**Problem requirements:**
Print every line below that comes at or after the line containing "Trace every road, lane", exactly as written.

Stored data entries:
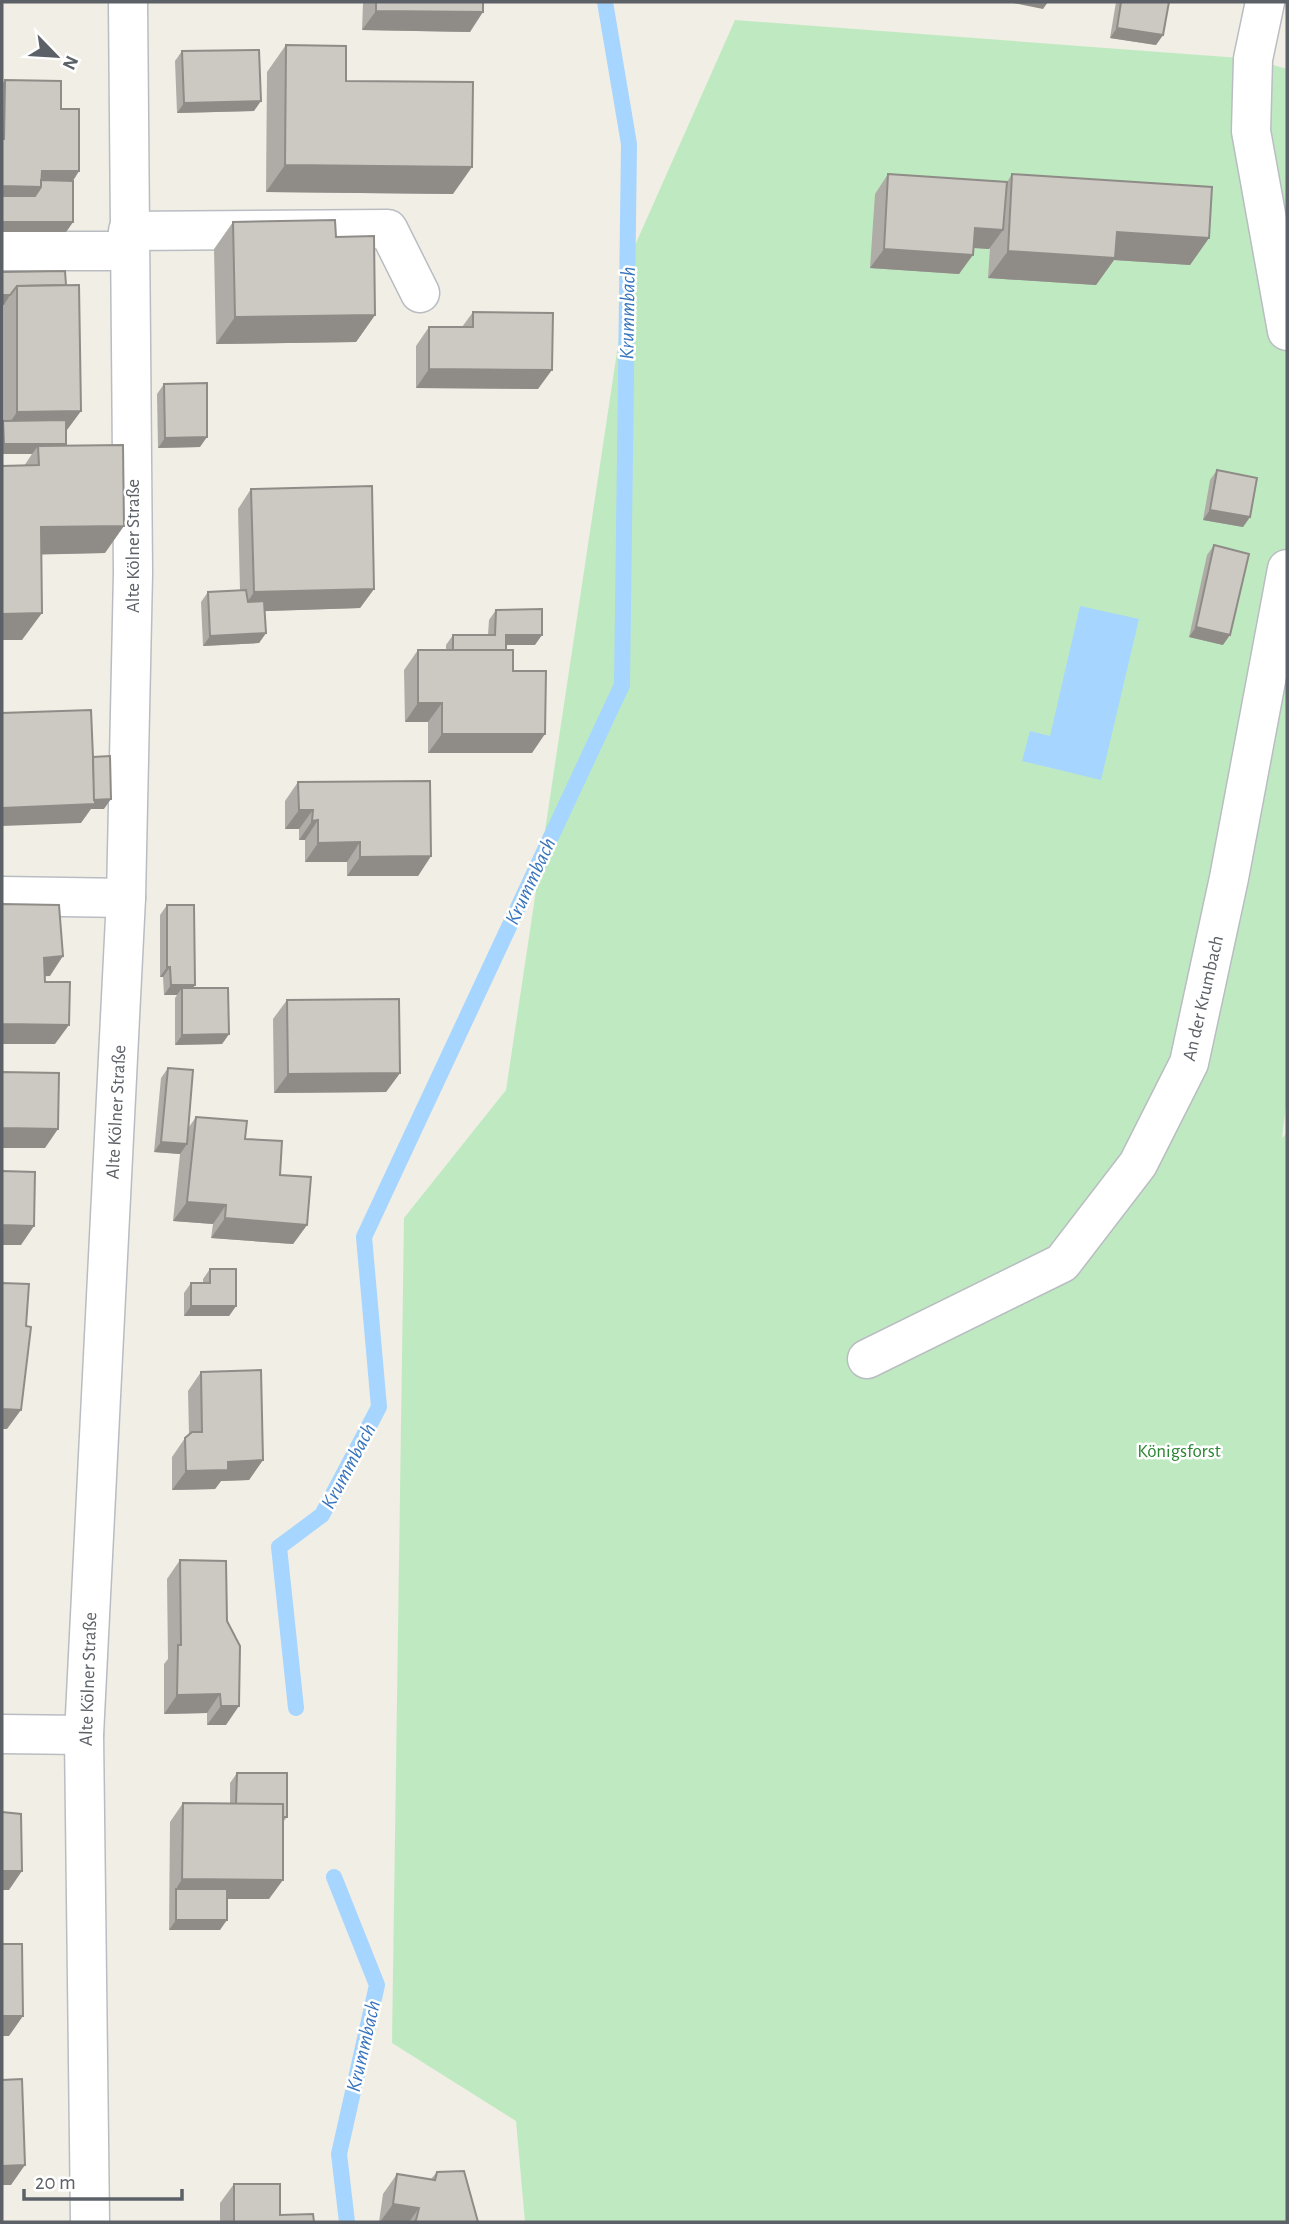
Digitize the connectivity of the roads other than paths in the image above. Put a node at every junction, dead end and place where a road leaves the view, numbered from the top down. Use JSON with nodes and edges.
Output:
{"nodes":[{"id":1,"x":128,"y":2,"type":"edge"},
{"id":2,"x":1265,"y":2,"type":"edge"},
{"id":3,"x":128,"y":241,"type":"junction"},
{"id":4,"x":2,"y":251,"type":"edge"},
{"id":5,"x":419,"y":293,"type":"dead end"},
{"id":6,"x":1287,"y":331,"type":"edge"},
{"id":7,"x":1287,"y":569,"type":"edge"},
{"id":8,"x":2,"y":897,"type":"edge"},
{"id":9,"x":126,"y":898,"type":"junction"},
{"id":10,"x":867,"y":1359,"type":"dead end"},
{"id":11,"x":2,"y":1734,"type":"edge"},
{"id":12,"x":84,"y":1735,"type":"junction"},
{"id":13,"x":90,"y":2222,"type":"edge"}],
"edges":[{"from":1,"to":3,"type":"street","name":"Alte Kölner Straße"},
{"from":2,"to":6,"type":"street"},
{"from":3,"to":4,"type":"street"},
{"from":3,"to":5,"type":"street"},
{"from":3,"to":9,"type":"street","name":"Alte Kölner Straße"},
{"from":7,"to":10,"type":"street","name":"An der Krumbach"},
{"from":8,"to":9,"type":"street"},
{"from":9,"to":12,"type":"street","name":"Alte Kölner Straße"},
{"from":11,"to":12,"type":"street"},
{"from":12,"to":13,"type":"street","name":"Alte Kölner Straße"}]}
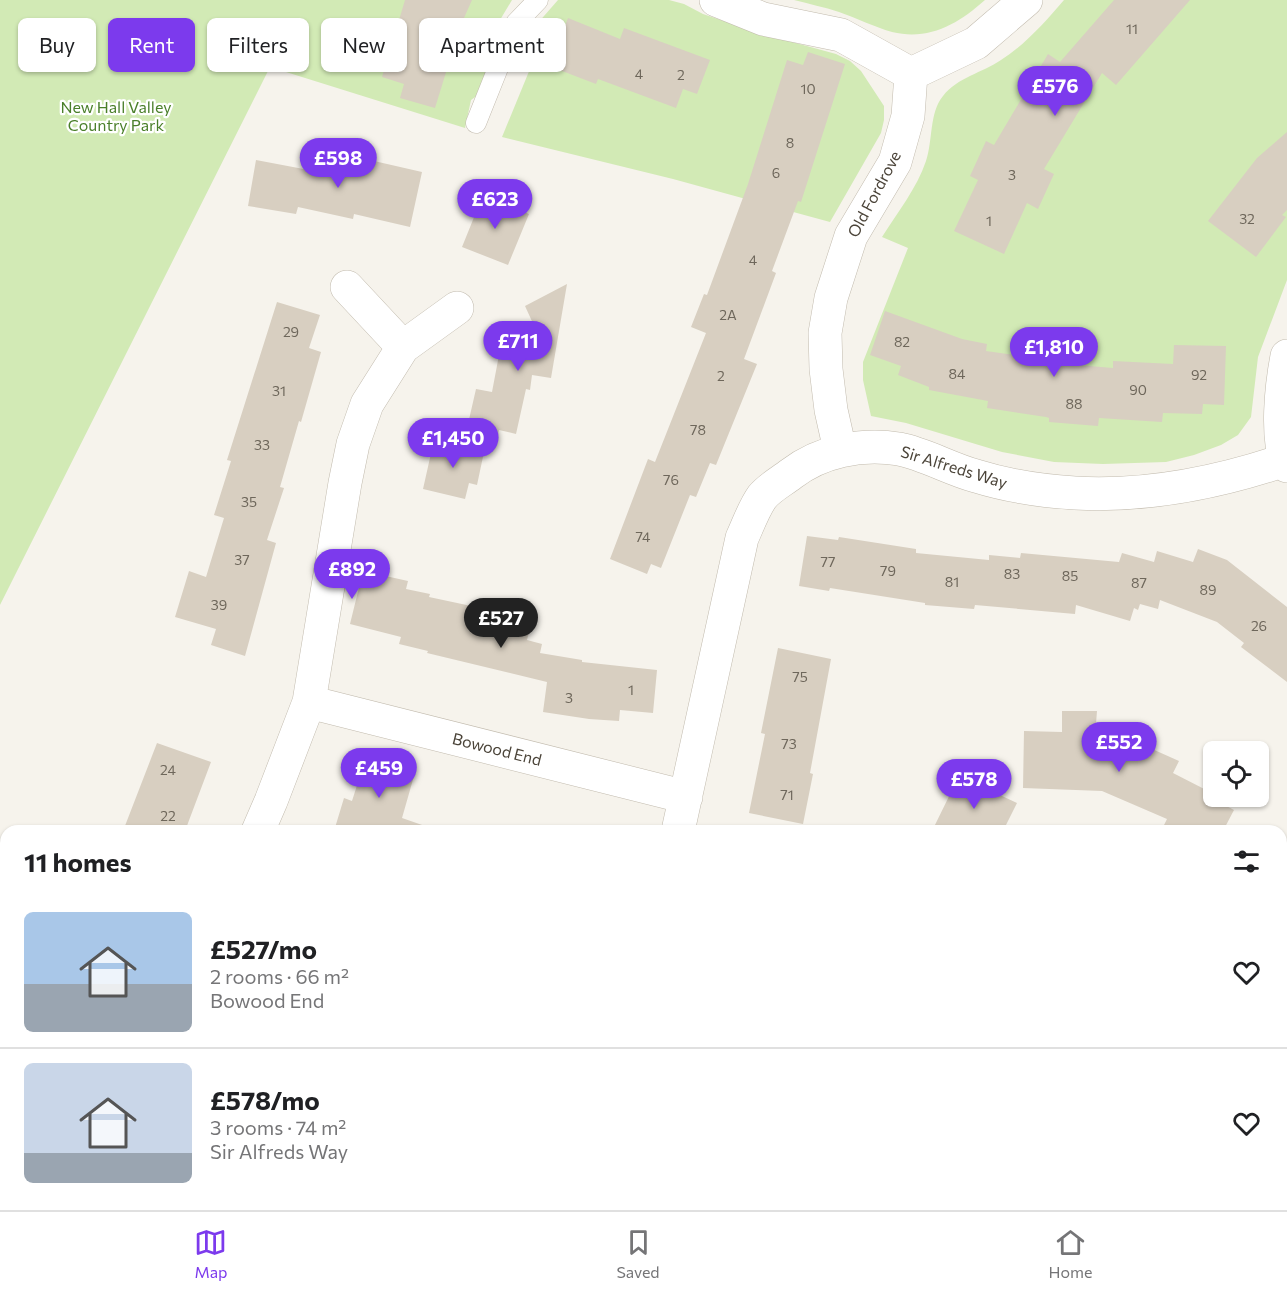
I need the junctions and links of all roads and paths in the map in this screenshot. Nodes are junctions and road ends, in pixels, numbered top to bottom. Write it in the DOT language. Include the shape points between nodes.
graph roads {
  1 [pos="538,0"];
  2 [pos="716,0"];
  3 [pos="1026,0"];
  4 [pos="911,74"];
  5 [pos="476,123"];
  6 [pos="347,287"];
  7 [pos="457,308"];
  8 [pos="403,347"];
  9 [pos="1287,356"];
  10 [pos="840,450"];
  11 [pos="1286,463"];
  12 [pos="309,702"];
  13 [pos="686,796"];
  14 [pos="261,825"];
  15 [pos="679,825"];
  1 -- 5 [label="lane" via="516,23"];
  2 -- 4 [label="street" via="763,19 841,35"];
  3 -- 4 [label="street" via="976,43"];
  4 -- 10 [label="street, Old Fordrove" via="908,116 895,162 851,236 831,298 825,333 826,369"];
  6 -- 8 [label="street"];
  7 -- 8 [label="street"];
  8 -- 12 [label="street" via="368,404 353,444"];
  9 -- 11 [label="street" via="1281,420"];
  10 -- 11 [label="street, Sir Alfreds Way" via="867,446 900,450 977,477 1077,493 1141,492 1198,485"];
  10 -- 13 [label="street, Sir Alfreds Way" via="801,466 763,496 742,537"];
  12 -- 13 [label="street, Bowood End"];
  12 -- 14 [label="street"];
  13 -- 15 [label="street, Sir Alfreds Way"];
}
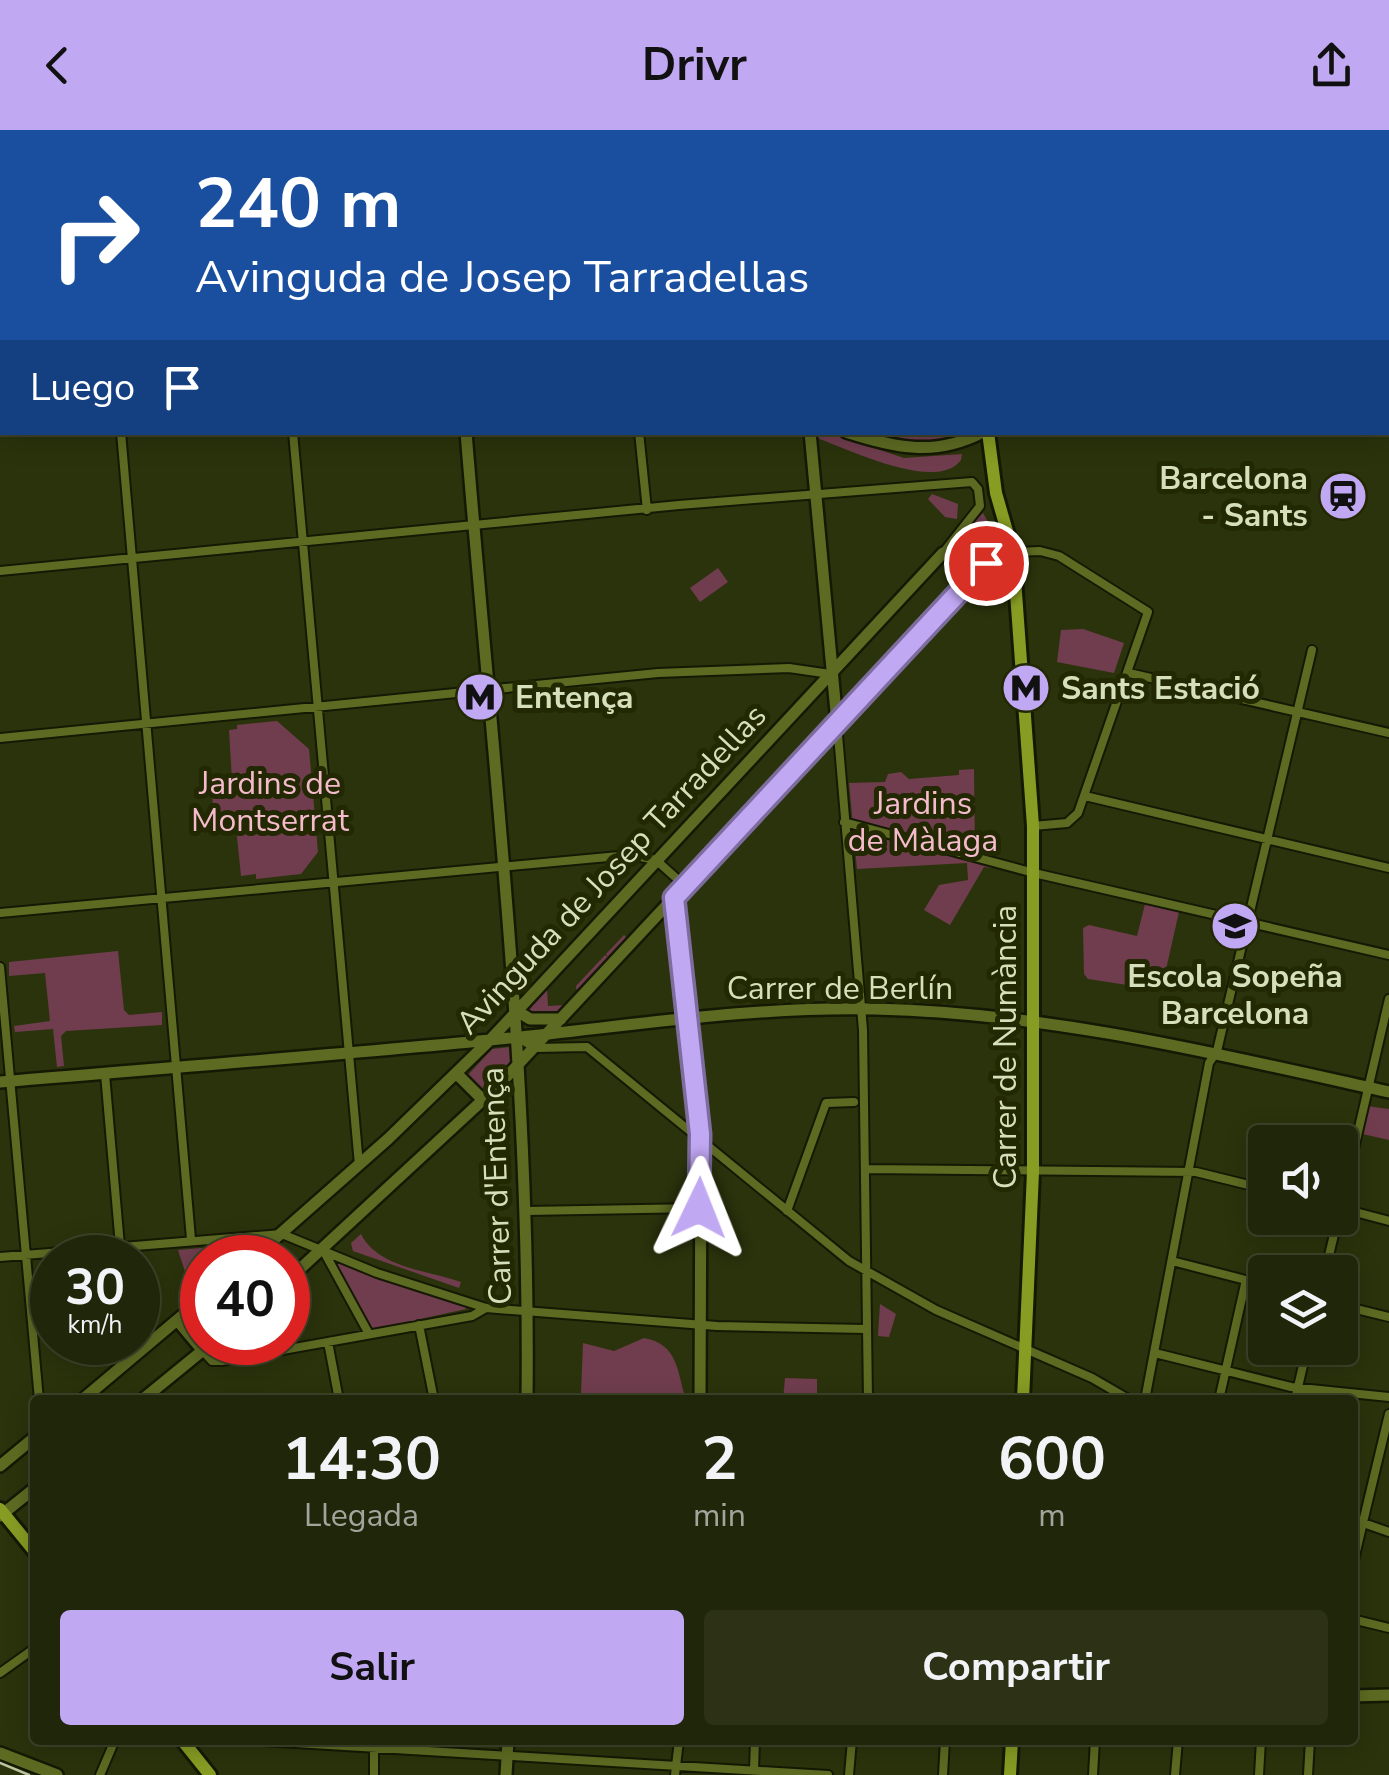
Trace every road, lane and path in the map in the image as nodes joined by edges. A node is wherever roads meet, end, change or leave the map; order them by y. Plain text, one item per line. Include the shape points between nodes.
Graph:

**Reply:**
Trace every road, lane and path in the map in the image as nodes joined by edges. A node is wherever roads meet, end, change or leave the map; order them by y. Plain text, one item per line. Include the shape points between nodes.
Graph:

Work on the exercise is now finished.